Return each line of the entries that holds the string "readable".

Collected data
━━━━━━━━

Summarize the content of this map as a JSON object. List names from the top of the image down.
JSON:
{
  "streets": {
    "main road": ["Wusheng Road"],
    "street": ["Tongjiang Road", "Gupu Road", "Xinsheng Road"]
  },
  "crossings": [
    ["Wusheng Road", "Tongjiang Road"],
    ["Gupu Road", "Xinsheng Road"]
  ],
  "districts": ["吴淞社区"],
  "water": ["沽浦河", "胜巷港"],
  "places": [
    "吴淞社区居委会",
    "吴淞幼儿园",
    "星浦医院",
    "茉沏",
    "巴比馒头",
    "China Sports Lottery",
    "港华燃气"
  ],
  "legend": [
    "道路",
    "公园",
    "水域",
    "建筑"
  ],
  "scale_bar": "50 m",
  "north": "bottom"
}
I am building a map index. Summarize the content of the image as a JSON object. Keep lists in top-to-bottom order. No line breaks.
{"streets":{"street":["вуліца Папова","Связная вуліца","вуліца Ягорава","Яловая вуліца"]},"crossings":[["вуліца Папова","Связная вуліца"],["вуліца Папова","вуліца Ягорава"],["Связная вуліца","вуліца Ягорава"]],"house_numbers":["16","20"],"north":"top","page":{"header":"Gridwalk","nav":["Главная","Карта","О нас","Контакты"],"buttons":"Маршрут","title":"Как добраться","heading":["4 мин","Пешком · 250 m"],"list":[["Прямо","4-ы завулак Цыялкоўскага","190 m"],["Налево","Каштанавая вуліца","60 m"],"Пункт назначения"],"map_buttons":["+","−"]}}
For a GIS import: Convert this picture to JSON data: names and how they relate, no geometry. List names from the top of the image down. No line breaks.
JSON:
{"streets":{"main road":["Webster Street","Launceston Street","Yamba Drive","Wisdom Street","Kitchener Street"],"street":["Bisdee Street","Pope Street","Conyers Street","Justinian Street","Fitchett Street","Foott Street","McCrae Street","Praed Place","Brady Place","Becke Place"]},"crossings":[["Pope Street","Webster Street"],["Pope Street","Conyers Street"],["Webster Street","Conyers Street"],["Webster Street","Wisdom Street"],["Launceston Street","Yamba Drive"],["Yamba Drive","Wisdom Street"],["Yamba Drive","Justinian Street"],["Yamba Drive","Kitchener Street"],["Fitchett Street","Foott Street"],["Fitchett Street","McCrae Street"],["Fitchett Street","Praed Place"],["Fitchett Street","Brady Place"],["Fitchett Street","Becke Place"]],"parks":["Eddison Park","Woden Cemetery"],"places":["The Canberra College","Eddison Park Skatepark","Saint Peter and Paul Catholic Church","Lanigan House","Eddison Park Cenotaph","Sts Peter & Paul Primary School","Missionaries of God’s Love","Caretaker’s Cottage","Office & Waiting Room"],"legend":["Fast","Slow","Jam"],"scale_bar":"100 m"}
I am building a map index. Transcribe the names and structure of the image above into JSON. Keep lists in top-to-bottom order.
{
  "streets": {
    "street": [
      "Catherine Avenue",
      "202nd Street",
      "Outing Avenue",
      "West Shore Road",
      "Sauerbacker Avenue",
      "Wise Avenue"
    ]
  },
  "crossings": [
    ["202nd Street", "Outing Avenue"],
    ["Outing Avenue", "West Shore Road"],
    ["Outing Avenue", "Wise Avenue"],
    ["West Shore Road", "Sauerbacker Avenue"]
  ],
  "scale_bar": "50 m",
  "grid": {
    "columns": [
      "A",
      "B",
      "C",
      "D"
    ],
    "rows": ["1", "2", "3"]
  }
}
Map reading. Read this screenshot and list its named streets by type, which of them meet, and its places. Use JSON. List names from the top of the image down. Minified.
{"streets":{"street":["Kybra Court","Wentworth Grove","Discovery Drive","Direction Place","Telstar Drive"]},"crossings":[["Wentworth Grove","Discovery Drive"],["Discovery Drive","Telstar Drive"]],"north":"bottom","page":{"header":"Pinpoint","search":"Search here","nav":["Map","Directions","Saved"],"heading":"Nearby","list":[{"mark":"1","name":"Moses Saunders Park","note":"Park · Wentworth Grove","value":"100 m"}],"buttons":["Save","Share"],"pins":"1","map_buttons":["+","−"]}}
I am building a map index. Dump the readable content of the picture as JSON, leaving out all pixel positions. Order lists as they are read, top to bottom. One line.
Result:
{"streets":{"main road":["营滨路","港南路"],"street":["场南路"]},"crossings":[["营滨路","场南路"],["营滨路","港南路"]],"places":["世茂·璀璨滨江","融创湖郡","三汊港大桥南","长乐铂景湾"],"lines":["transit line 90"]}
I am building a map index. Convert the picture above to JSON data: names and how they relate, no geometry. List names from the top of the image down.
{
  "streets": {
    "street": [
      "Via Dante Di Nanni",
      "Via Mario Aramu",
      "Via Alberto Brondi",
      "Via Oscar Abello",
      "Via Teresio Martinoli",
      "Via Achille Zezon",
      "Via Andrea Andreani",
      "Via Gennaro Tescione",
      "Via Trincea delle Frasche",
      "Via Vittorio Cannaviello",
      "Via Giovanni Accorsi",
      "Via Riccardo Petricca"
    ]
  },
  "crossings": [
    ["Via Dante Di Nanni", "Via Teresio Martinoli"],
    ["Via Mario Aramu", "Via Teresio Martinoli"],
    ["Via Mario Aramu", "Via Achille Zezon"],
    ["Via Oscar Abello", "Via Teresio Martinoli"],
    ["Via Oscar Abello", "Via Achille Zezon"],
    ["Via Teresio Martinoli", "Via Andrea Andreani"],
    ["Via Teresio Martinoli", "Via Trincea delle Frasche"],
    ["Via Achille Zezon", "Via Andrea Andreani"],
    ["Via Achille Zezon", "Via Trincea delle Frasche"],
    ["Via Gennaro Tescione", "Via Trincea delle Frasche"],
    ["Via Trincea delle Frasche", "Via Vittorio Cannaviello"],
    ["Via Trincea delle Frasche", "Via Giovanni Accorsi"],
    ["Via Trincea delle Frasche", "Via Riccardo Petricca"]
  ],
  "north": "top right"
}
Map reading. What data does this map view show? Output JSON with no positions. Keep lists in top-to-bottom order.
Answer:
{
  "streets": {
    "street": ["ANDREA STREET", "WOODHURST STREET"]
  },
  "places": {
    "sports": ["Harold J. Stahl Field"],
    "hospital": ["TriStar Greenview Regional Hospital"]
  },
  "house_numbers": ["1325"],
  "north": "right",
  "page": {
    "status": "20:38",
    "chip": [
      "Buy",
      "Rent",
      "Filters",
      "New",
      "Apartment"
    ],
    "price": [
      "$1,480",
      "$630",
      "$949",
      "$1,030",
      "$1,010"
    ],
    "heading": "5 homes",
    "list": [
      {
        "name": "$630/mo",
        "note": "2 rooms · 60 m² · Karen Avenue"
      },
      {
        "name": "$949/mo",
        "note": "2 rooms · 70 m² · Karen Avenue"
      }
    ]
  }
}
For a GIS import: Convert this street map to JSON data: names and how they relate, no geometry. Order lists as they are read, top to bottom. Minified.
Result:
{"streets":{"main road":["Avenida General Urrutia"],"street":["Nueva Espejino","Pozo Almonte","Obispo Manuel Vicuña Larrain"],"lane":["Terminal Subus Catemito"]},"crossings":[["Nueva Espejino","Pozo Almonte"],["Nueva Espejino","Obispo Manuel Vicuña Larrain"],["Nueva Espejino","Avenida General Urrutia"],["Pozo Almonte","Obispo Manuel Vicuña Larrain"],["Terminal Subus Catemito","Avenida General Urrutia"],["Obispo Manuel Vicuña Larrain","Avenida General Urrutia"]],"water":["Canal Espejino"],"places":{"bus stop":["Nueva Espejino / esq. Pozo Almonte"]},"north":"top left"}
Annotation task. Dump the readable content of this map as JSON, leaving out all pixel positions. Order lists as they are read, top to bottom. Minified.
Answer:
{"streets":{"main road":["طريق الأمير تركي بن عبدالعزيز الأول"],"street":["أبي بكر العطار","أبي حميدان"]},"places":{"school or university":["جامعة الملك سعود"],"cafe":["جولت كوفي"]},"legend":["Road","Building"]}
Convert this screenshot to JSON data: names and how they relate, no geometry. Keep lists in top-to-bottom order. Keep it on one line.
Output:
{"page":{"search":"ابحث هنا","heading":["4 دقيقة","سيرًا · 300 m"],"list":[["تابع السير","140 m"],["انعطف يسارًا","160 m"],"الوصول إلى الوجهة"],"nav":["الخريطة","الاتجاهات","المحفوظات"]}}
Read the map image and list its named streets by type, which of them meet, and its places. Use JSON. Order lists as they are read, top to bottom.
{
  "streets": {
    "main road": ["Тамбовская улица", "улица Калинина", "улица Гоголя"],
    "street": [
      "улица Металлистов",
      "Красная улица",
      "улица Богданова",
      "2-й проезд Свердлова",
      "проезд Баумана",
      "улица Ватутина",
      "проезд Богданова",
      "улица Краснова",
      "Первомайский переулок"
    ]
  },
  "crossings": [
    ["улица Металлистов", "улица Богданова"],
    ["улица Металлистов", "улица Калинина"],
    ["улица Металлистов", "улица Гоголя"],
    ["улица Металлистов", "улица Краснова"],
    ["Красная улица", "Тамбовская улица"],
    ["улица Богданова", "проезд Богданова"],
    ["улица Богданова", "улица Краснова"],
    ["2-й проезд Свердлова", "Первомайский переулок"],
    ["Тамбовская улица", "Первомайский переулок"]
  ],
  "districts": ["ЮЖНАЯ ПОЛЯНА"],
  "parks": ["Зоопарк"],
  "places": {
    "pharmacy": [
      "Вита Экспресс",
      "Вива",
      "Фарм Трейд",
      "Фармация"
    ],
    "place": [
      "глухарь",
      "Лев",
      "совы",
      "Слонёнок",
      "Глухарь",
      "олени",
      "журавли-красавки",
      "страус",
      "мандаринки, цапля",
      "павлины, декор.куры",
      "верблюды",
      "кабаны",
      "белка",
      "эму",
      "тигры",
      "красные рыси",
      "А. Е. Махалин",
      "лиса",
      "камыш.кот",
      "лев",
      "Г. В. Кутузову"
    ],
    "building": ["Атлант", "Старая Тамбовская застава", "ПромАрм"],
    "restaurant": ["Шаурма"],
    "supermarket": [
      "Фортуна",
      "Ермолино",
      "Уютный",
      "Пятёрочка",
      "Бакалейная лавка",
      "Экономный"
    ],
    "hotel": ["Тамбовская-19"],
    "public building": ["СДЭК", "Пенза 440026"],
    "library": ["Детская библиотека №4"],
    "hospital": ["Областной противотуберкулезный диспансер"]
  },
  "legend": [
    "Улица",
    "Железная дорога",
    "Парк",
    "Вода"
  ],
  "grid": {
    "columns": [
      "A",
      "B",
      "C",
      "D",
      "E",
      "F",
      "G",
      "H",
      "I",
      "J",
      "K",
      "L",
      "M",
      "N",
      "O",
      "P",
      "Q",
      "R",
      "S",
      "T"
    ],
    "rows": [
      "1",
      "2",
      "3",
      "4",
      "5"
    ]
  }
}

━━━━━━━━

ANSWER SPACE:
I am building a map index. Dump the readable content of the picture as JSON, leaving out all pixel positions. Order lists as they are read, top to bottom. One line.
Annotation task. Dump the readable content of this map as JSON, leaving out all pixel positions. Order lists as they are read, top to bottom. Minified.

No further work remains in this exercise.